Scan the records for the word "Morristown". Copy each line that includes it.

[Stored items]
━━━━━━━━

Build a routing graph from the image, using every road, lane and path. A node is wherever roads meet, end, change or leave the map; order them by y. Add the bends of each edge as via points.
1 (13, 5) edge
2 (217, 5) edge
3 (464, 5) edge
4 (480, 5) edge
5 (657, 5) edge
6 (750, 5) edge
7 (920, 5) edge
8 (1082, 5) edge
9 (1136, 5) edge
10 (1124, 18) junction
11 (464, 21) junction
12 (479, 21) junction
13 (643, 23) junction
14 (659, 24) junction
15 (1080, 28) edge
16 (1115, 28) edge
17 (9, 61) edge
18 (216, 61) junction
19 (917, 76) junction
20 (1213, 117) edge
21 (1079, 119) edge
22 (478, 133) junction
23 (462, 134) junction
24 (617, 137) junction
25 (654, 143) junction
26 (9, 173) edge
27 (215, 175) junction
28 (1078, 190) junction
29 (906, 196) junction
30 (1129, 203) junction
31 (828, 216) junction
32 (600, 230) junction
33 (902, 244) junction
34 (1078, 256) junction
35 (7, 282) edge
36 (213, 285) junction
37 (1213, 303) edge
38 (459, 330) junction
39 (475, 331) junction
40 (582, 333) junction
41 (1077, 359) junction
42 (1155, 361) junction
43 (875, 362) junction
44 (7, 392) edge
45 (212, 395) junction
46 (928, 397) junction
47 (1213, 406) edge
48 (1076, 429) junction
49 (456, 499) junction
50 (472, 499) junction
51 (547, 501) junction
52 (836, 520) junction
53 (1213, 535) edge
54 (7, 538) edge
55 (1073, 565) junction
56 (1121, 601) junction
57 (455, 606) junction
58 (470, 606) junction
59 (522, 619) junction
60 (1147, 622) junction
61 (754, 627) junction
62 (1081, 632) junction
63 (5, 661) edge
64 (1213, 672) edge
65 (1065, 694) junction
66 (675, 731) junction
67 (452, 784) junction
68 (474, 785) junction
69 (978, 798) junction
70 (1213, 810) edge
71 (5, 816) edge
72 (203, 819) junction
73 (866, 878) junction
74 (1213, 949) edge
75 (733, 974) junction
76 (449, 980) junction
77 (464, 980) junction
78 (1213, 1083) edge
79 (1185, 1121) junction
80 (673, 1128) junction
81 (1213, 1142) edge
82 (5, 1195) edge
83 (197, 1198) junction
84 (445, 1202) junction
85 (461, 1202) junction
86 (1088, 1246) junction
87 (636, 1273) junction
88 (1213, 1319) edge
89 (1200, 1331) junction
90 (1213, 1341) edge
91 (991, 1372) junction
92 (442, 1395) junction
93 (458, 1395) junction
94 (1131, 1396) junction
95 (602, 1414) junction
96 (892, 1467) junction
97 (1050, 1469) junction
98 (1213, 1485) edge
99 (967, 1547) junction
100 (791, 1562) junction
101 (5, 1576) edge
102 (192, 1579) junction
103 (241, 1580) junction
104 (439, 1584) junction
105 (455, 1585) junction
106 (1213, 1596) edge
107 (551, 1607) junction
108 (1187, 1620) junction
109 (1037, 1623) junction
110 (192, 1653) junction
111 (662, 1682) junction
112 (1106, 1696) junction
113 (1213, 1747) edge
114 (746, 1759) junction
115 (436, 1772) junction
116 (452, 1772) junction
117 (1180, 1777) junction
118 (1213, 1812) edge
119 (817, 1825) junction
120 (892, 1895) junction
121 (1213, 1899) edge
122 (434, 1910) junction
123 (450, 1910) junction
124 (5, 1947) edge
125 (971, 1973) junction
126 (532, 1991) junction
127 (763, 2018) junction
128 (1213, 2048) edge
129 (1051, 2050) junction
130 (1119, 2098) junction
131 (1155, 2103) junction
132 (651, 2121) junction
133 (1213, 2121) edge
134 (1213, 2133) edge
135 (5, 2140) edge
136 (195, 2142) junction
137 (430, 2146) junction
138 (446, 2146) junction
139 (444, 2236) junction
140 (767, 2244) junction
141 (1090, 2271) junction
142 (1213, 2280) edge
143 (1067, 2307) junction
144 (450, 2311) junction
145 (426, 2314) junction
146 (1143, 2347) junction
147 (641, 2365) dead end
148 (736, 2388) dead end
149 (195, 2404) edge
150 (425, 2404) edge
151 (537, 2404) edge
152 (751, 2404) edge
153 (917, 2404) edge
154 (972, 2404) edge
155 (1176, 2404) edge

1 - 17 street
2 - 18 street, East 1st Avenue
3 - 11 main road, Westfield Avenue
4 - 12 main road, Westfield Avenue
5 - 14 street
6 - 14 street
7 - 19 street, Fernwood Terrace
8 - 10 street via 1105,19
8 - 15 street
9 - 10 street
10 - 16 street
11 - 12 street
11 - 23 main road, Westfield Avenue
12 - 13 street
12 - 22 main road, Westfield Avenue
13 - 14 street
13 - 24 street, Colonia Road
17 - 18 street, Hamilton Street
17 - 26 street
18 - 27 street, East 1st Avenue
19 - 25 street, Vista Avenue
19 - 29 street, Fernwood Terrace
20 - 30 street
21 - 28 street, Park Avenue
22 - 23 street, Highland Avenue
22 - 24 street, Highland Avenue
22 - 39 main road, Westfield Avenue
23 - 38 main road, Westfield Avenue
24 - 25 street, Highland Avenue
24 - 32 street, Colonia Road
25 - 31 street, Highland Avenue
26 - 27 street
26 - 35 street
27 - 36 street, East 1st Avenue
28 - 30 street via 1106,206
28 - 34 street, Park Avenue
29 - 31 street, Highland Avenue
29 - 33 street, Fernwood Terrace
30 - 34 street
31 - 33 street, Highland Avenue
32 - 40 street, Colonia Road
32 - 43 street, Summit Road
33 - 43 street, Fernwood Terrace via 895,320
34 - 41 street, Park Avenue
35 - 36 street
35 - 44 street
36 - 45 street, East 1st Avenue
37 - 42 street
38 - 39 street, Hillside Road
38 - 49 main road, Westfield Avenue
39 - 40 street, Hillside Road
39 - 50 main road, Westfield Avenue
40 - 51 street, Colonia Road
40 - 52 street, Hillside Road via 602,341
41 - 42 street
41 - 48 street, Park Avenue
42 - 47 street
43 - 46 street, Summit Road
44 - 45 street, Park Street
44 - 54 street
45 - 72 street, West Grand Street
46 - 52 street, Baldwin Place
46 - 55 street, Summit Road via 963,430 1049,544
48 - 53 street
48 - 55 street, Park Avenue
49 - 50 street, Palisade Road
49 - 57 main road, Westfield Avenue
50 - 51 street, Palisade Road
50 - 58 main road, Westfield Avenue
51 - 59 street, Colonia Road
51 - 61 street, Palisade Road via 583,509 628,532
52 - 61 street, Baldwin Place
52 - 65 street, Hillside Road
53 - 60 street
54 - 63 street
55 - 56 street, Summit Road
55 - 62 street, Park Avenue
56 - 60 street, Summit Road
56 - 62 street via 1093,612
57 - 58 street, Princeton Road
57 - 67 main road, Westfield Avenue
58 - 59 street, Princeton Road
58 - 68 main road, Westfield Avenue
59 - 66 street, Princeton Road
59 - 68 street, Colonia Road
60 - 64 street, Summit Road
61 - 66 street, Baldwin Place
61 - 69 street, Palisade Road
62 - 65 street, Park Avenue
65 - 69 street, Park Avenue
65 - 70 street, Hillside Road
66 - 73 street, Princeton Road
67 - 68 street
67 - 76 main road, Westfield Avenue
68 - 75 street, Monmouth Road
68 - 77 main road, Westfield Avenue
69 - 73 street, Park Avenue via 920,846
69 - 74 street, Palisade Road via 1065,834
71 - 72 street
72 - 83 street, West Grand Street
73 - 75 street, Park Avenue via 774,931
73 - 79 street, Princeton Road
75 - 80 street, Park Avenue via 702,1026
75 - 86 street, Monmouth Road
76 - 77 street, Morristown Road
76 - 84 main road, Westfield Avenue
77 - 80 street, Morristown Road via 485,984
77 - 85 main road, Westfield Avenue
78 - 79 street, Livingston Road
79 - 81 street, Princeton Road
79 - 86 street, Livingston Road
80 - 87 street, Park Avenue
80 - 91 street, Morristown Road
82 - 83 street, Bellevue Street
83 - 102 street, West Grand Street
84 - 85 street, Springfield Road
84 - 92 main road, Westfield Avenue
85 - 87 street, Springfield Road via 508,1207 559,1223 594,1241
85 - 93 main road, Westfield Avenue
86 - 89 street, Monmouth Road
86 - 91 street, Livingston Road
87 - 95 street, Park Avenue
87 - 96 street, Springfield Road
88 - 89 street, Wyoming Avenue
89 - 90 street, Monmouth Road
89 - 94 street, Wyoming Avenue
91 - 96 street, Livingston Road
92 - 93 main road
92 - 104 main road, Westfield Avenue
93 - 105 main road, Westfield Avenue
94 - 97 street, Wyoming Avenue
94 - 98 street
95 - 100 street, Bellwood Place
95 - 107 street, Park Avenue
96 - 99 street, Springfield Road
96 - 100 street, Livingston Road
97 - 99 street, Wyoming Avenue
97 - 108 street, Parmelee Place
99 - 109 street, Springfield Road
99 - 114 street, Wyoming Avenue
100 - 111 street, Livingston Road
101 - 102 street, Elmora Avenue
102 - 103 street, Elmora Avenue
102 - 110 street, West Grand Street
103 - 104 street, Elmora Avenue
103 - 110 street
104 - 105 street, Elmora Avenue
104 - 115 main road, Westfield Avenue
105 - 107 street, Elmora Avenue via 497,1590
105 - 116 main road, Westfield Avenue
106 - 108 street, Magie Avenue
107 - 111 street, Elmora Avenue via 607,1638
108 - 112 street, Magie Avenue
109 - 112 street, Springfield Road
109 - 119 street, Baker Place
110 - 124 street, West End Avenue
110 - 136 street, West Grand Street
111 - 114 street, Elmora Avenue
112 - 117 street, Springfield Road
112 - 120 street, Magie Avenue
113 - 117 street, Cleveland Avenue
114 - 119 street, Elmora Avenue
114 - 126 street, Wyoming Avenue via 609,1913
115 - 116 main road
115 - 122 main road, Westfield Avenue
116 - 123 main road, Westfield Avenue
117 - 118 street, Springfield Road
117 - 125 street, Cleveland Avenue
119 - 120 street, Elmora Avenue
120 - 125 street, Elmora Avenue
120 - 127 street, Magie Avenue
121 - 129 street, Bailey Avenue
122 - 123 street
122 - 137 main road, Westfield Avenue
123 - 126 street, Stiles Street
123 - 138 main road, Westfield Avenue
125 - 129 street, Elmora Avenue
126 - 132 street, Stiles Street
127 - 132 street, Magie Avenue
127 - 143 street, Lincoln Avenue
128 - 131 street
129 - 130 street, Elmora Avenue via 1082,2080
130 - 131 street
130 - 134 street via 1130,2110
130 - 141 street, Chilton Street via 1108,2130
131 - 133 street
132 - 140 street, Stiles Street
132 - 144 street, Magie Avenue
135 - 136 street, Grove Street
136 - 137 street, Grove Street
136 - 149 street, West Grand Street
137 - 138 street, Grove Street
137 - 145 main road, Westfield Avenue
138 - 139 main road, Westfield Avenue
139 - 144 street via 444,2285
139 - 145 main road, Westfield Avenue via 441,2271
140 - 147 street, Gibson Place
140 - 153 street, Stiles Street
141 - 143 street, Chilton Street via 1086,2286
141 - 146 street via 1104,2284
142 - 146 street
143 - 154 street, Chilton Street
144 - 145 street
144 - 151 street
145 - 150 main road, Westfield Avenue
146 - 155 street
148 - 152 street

━━━━━━━━

[TASK SOLUTION]
76 - 77 street, Morristown Road
77 - 80 street, Morristown Road via 485,984
80 - 91 street, Morristown Road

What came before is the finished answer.